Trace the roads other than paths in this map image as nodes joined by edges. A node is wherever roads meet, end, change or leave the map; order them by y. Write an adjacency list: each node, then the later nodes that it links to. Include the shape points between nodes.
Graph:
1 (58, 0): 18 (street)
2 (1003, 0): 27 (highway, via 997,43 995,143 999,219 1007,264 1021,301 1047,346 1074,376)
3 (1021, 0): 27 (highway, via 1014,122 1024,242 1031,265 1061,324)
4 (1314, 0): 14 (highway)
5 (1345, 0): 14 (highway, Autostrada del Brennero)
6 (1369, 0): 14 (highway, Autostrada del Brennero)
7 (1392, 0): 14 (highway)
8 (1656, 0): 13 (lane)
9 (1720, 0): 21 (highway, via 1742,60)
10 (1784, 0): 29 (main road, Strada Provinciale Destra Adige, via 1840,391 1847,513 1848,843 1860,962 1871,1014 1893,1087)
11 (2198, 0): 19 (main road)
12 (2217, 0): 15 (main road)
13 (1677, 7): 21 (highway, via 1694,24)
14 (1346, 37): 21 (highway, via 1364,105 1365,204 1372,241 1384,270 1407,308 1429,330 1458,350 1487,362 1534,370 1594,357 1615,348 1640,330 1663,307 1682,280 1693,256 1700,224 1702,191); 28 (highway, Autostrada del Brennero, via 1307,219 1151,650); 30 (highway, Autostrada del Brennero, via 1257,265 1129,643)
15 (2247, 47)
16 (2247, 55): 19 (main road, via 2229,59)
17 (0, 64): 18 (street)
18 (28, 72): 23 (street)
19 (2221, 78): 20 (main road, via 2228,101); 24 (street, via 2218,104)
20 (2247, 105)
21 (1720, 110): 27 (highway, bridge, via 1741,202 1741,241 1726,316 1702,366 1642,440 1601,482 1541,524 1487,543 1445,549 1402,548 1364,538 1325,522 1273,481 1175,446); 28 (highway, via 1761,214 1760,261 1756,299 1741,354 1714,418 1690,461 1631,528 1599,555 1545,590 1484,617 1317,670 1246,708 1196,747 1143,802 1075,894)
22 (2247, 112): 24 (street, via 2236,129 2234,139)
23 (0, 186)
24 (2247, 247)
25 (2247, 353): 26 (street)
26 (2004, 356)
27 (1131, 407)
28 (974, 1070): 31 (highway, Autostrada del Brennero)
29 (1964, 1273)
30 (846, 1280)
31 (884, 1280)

Problem details:
If a line in the records above holds the string "street", copy it out.

Written response:
1 (58, 0): 18 (street)
17 (0, 64): 18 (street)
18 (28, 72): 23 (street)
19 (2221, 78): 20 (main road, via 2228,101); 24 (street, via 2218,104)
22 (2247, 112): 24 (street, via 2236,129 2234,139)
25 (2247, 353): 26 (street)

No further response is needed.